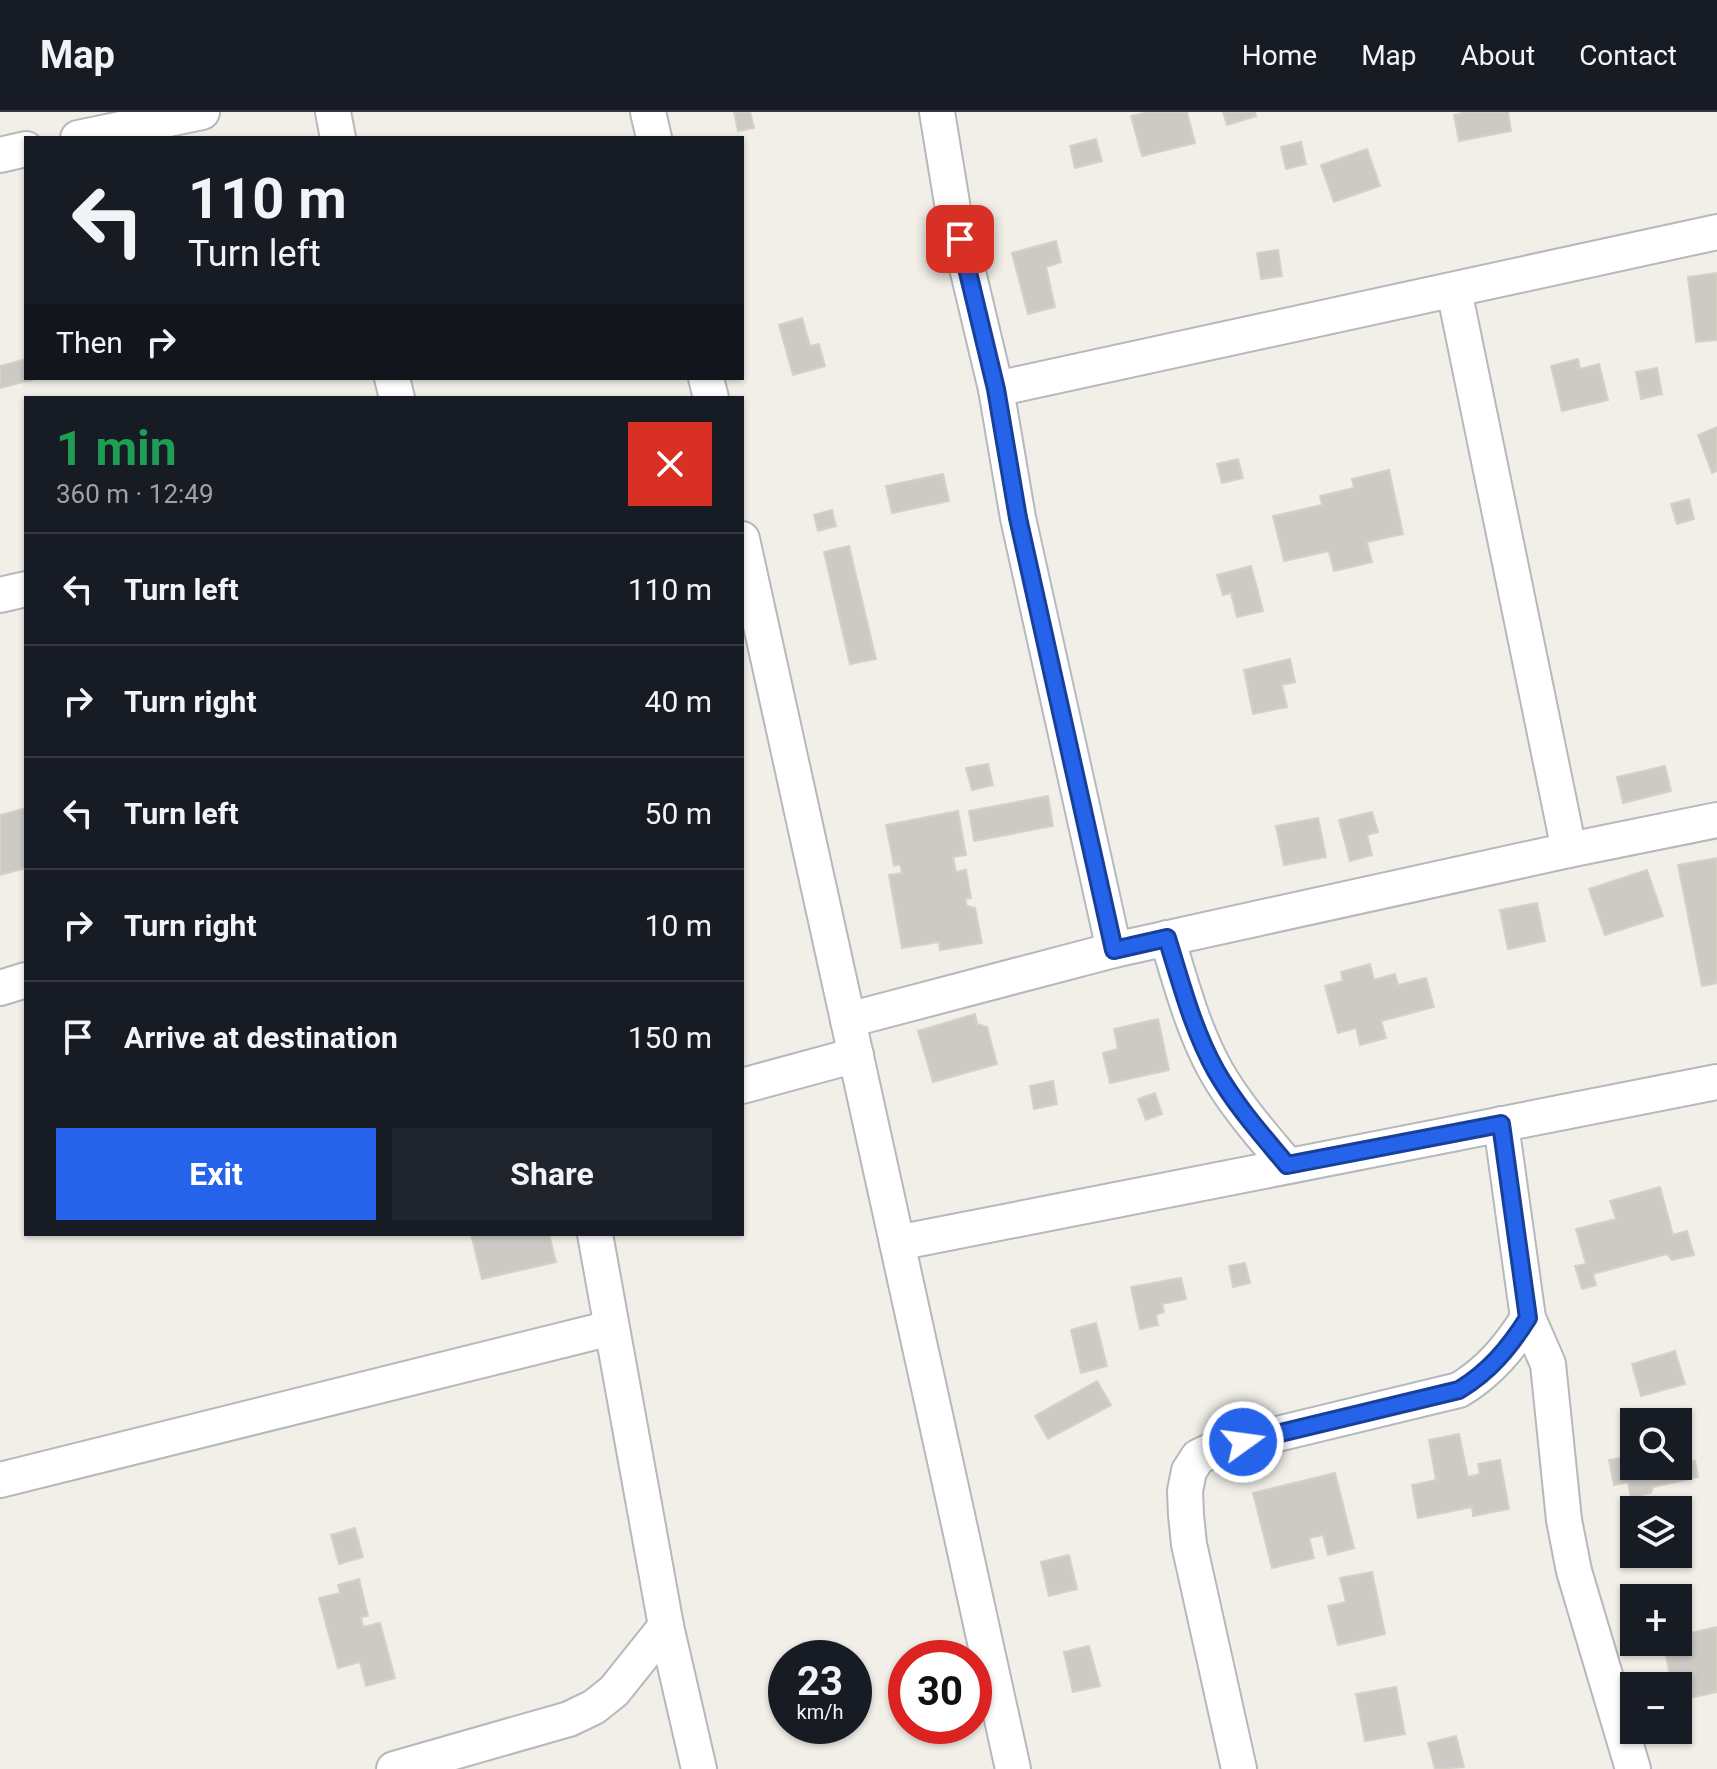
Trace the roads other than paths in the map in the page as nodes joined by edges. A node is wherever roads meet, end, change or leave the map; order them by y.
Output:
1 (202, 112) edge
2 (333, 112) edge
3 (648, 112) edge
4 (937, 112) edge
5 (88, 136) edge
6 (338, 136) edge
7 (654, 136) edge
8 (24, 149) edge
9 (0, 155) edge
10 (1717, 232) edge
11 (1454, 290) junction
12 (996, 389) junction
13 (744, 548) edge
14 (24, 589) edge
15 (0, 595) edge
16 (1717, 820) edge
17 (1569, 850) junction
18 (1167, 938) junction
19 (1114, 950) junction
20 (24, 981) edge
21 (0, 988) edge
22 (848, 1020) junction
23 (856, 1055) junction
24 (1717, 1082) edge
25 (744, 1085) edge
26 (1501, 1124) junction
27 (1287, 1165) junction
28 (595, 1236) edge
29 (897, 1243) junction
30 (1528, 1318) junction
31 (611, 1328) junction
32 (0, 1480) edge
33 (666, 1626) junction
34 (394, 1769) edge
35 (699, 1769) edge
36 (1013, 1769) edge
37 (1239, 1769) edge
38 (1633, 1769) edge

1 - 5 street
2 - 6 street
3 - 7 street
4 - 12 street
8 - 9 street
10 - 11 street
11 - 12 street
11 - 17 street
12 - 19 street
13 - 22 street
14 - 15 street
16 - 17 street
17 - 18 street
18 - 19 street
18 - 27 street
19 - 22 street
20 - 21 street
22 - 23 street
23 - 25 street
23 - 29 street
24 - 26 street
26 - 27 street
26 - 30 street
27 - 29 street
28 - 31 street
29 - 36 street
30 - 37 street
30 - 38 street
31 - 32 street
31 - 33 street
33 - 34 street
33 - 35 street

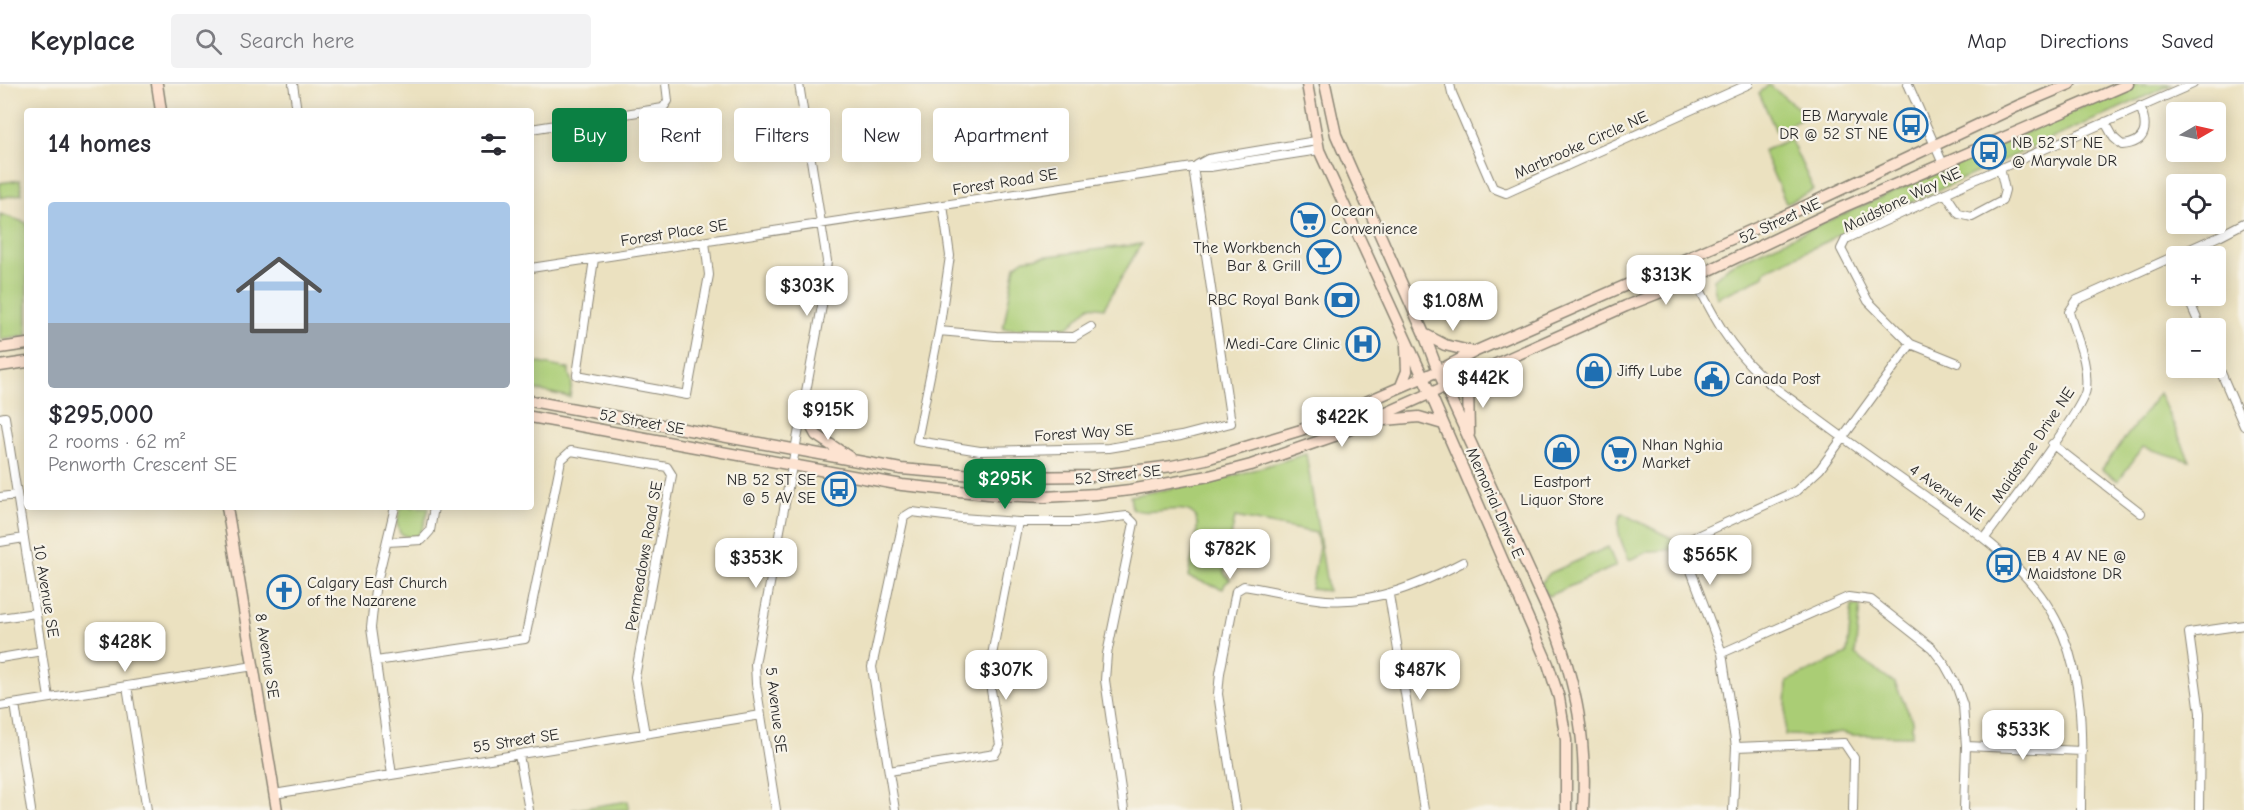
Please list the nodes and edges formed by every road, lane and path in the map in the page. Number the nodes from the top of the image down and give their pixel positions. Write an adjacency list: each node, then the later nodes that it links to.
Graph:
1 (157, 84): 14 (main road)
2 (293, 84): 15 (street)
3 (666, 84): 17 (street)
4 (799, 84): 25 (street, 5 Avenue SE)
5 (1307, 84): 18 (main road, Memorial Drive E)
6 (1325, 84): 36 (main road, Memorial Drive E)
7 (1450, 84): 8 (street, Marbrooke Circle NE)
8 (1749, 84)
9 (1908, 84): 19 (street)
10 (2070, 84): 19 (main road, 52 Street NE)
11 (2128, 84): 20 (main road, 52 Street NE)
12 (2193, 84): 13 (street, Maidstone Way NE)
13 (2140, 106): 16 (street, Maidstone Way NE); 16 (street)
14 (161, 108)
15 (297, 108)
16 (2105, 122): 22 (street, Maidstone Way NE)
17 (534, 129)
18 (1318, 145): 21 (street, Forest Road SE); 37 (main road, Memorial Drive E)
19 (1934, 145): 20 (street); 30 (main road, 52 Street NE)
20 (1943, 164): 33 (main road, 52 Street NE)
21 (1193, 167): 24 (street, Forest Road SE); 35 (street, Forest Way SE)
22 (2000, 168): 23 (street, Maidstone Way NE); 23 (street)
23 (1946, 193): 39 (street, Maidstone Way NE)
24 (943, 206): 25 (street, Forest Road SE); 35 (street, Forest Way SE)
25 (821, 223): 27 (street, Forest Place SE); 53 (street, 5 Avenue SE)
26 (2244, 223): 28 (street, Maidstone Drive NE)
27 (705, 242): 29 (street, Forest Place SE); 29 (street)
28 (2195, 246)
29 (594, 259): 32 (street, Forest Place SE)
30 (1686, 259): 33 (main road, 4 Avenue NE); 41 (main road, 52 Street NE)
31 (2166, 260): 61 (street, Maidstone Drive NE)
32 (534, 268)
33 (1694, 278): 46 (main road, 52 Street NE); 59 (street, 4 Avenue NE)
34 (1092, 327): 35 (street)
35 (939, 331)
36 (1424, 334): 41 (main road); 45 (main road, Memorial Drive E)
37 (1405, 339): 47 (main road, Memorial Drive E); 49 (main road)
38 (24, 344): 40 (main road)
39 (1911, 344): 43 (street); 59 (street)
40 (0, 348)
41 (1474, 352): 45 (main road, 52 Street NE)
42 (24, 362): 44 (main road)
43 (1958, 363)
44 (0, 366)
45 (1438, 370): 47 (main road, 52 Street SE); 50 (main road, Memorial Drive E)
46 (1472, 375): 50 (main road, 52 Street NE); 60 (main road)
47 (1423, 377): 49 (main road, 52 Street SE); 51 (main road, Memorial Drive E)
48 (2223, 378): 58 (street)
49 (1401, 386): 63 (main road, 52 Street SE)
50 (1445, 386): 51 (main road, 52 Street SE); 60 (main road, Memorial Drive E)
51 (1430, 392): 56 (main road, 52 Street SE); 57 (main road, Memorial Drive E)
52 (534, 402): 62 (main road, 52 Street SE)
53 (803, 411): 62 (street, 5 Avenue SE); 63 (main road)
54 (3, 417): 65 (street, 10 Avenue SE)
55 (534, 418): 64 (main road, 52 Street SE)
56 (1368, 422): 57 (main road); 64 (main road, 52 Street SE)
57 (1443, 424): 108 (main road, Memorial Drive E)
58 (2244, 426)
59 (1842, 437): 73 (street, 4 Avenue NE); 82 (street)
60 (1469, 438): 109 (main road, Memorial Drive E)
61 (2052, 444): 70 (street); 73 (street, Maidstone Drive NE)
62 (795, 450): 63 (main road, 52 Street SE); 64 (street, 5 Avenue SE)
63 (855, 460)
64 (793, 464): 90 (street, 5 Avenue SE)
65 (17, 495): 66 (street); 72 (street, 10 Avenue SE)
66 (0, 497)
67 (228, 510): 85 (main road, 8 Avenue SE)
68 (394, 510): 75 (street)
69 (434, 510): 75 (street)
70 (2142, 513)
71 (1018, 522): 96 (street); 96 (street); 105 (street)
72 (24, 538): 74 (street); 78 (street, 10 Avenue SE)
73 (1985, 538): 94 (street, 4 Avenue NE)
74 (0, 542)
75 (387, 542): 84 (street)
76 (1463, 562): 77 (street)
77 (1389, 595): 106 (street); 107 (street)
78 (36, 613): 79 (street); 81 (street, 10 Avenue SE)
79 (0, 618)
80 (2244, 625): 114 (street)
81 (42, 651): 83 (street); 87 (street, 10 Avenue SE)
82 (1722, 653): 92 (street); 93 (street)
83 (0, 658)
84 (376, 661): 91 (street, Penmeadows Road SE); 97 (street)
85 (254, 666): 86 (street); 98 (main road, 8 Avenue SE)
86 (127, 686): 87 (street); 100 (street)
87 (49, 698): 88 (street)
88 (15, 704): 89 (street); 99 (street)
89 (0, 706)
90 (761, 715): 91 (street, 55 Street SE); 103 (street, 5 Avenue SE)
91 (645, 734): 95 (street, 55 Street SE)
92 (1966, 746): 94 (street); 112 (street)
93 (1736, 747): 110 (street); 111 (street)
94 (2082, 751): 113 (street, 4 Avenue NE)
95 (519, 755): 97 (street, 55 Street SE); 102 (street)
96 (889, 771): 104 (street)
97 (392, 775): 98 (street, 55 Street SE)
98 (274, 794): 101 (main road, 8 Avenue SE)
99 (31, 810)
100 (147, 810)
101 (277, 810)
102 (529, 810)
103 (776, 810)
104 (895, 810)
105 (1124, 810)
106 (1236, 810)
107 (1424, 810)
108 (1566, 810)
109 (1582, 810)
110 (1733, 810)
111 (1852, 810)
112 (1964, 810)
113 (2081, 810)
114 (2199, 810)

### Work order:
Make a tally of the lines in this data that include the string "nodes", and answer with that tally alone.

### Task answer:
2